Stored data
──────────

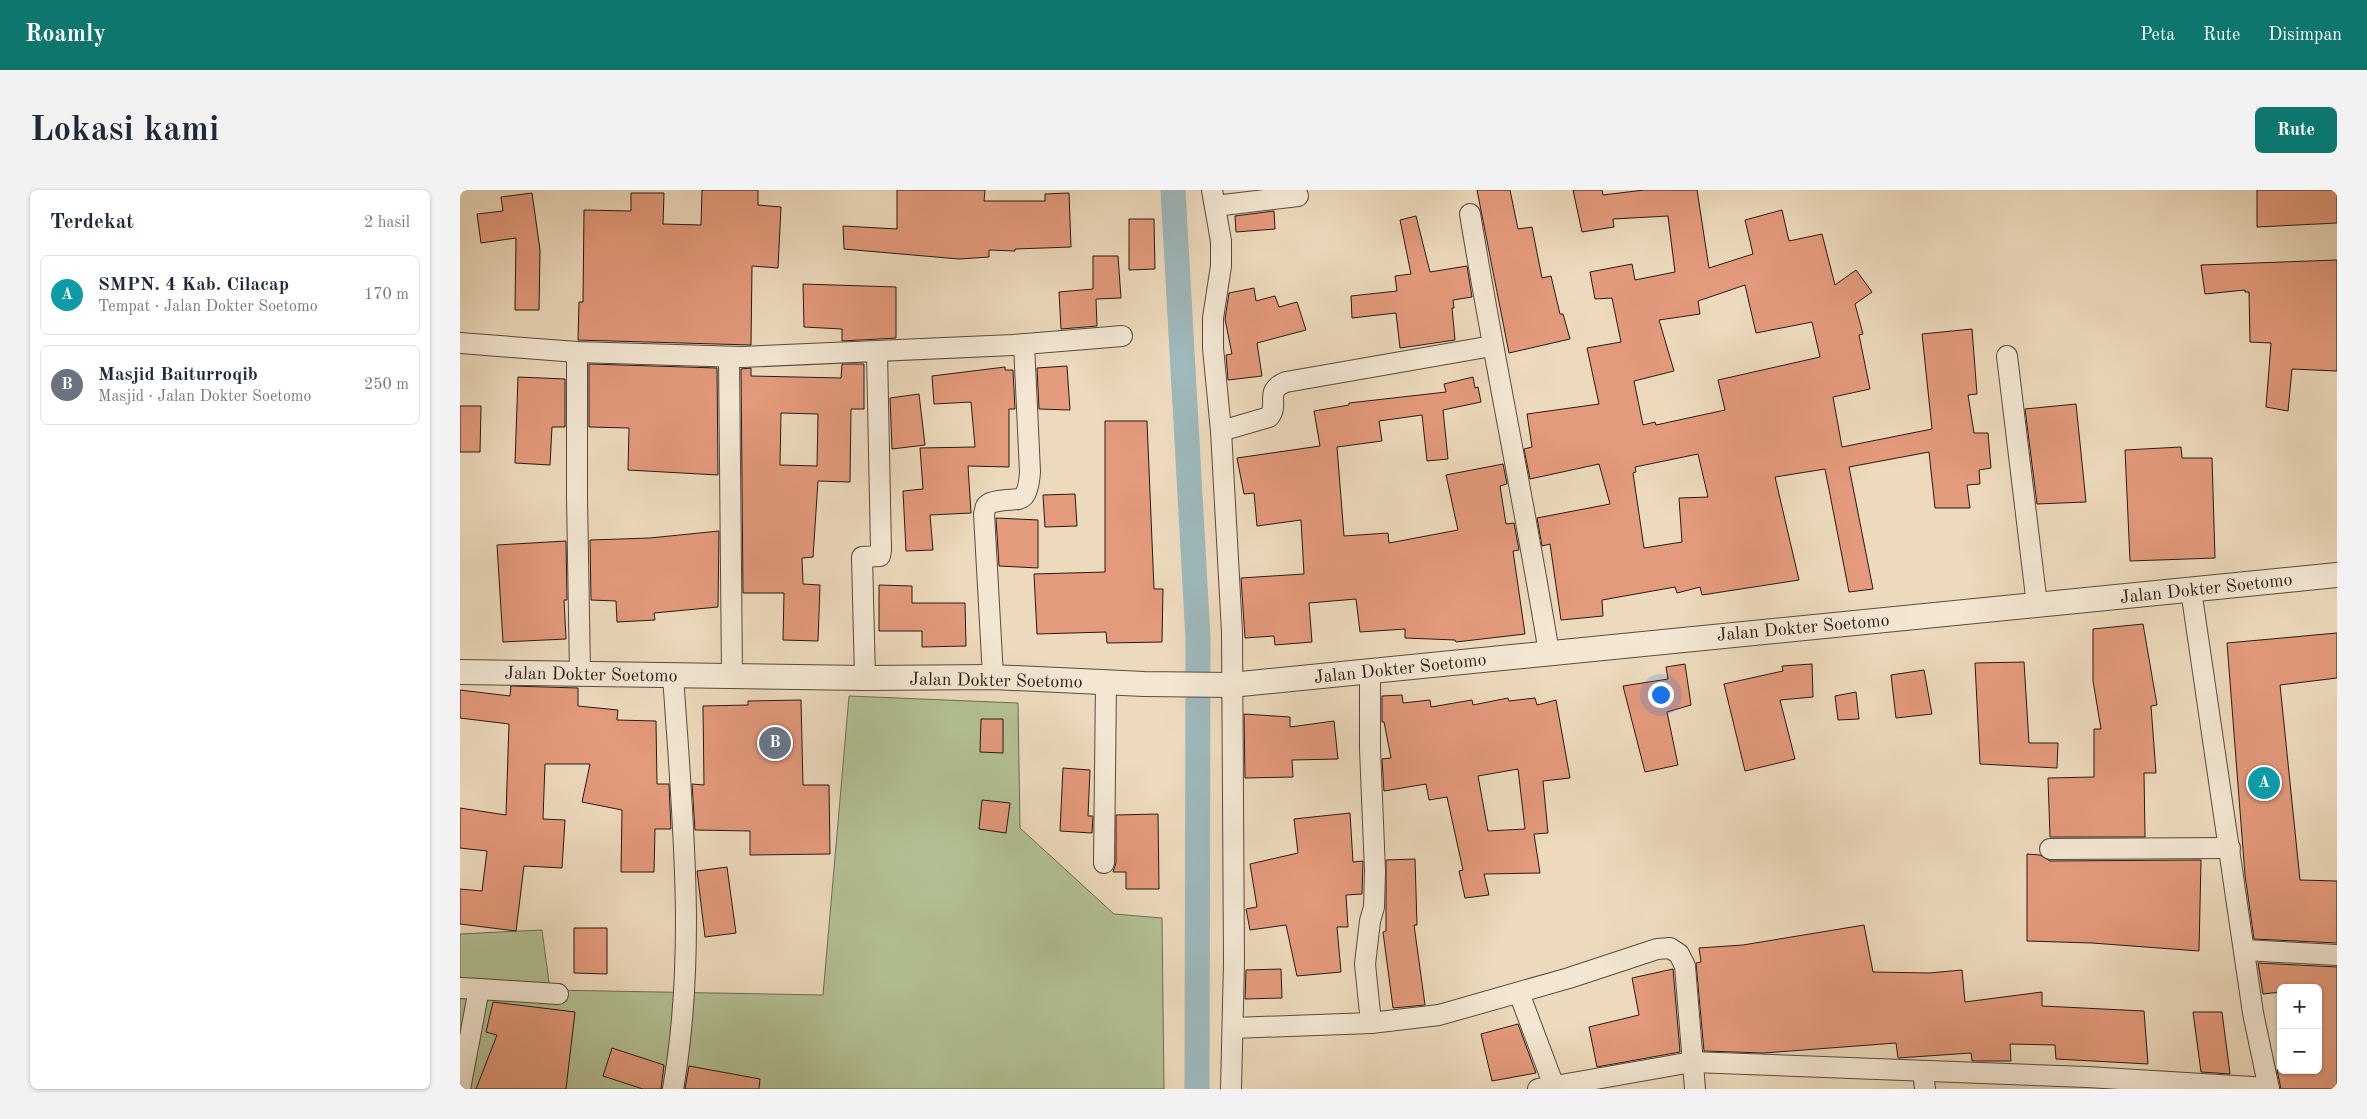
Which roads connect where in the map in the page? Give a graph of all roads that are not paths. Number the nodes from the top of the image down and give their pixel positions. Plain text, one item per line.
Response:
1 (1298, 196) dead end
2 (1214, 198) edge
3 (1470, 214) dead end
4 (1122, 336) dead end
5 (460, 343) edge
6 (1024, 344) junction
7 (1492, 346) junction
8 (577, 352) junction
9 (876, 352) junction
10 (2007, 356) dead end
11 (728, 357) junction
12 (1221, 431) junction
13 (2337, 575) edge
14 (2191, 590) junction
15 (2037, 605) junction
16 (1549, 653) junction
17 (1370, 671) junction
18 (460, 672) edge
19 (580, 674) junction
20 (673, 675) junction
21 (732, 675) junction
22 (993, 677) junction
23 (865, 678) junction
24 (1106, 682) junction
25 (1231, 685) junction
26 (2230, 848) junction
27 (2050, 849) dead end
28 (1104, 863) dead end
29 (2244, 950) junction
30 (2337, 955) edge
31 (469, 988) edge
32 (1519, 993) junction
33 (558, 994) dead end
34 (1371, 1023) junction
35 (1233, 1028) junction
36 (1692, 1062) junction
37 (1924, 1080) edge
38 (1546, 1087) edge
39 (2269, 1088) edge
40 (460, 1089) edge
41 (673, 1089) edge
42 (1231, 1089) edge
43 (1695, 1089) edge

1 - 2 street
2 - 12 street
3 - 7 street
4 - 6 street
5 - 8 street
6 - 9 street
6 - 22 street
7 - 12 street
7 - 16 street
8 - 11 street
8 - 19 street
9 - 11 street
9 - 23 street
10 - 15 street
11 - 21 street
12 - 25 street
13 - 14 street, Jalan Dokter Soetomo
14 - 15 street, Jalan Dokter Soetomo
14 - 26 street
15 - 16 street, Jalan Dokter Soetomo
16 - 17 street, Jalan Dokter Soetomo
17 - 25 street, Jalan Dokter Soetomo
17 - 34 street
18 - 19 street, Jalan Dokter Soetomo
19 - 20 street, Jalan Dokter Soetomo
20 - 21 street, Jalan Dokter Soetomo
20 - 41 street
21 - 23 street, Jalan Dokter Soetomo
22 - 23 street, Jalan Dokter Soetomo
22 - 24 street, Jalan Dokter Soetomo
24 - 25 street, Jalan Dokter Soetomo
24 - 28 street
25 - 35 street
26 - 27 street
26 - 29 street
29 - 30 street
29 - 39 street
31 - 33 street
31 - 40 street
32 - 34 street
32 - 36 street
32 - 38 street
34 - 35 street
35 - 42 street
36 - 37 street
36 - 38 street
36 - 43 street
37 - 39 street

──────────

Activity:
From the first line to the last, retype the data exactly, without images.

Finished task:
Which roads connect where in the map in the page? Give a graph of all roads that are not paths. Number the nodes from the top of the image down and give their pixel positions. Plain text, one item per line.
Response:
1 (1298, 196) dead end
2 (1214, 198) edge
3 (1470, 214) dead end
4 (1122, 336) dead end
5 (460, 343) edge
6 (1024, 344) junction
7 (1492, 346) junction
8 (577, 352) junction
9 (876, 352) junction
10 (2007, 356) dead end
11 (728, 357) junction
12 (1221, 431) junction
13 (2337, 575) edge
14 (2191, 590) junction
15 (2037, 605) junction
16 (1549, 653) junction
17 (1370, 671) junction
18 (460, 672) edge
19 (580, 674) junction
20 (673, 675) junction
21 (732, 675) junction
22 (993, 677) junction
23 (865, 678) junction
24 (1106, 682) junction
25 (1231, 685) junction
26 (2230, 848) junction
27 (2050, 849) dead end
28 (1104, 863) dead end
29 (2244, 950) junction
30 (2337, 955) edge
31 (469, 988) edge
32 (1519, 993) junction
33 (558, 994) dead end
34 (1371, 1023) junction
35 (1233, 1028) junction
36 (1692, 1062) junction
37 (1924, 1080) edge
38 (1546, 1087) edge
39 (2269, 1088) edge
40 (460, 1089) edge
41 (673, 1089) edge
42 (1231, 1089) edge
43 (1695, 1089) edge

1 - 2 street
2 - 12 street
3 - 7 street
4 - 6 street
5 - 8 street
6 - 9 street
6 - 22 street
7 - 12 street
7 - 16 street
8 - 11 street
8 - 19 street
9 - 11 street
9 - 23 street
10 - 15 street
11 - 21 street
12 - 25 street
13 - 14 street, Jalan Dokter Soetomo
14 - 15 street, Jalan Dokter Soetomo
14 - 26 street
15 - 16 street, Jalan Dokter Soetomo
16 - 17 street, Jalan Dokter Soetomo
17 - 25 street, Jalan Dokter Soetomo
17 - 34 street
18 - 19 street, Jalan Dokter Soetomo
19 - 20 street, Jalan Dokter Soetomo
20 - 21 street, Jalan Dokter Soetomo
20 - 41 street
21 - 23 street, Jalan Dokter Soetomo
22 - 23 street, Jalan Dokter Soetomo
22 - 24 street, Jalan Dokter Soetomo
24 - 25 street, Jalan Dokter Soetomo
24 - 28 street
25 - 35 street
26 - 27 street
26 - 29 street
29 - 30 street
29 - 39 street
31 - 33 street
31 - 40 street
32 - 34 street
32 - 36 street
32 - 38 street
34 - 35 street
35 - 42 street
36 - 37 street
36 - 38 street
36 - 43 street
37 - 39 street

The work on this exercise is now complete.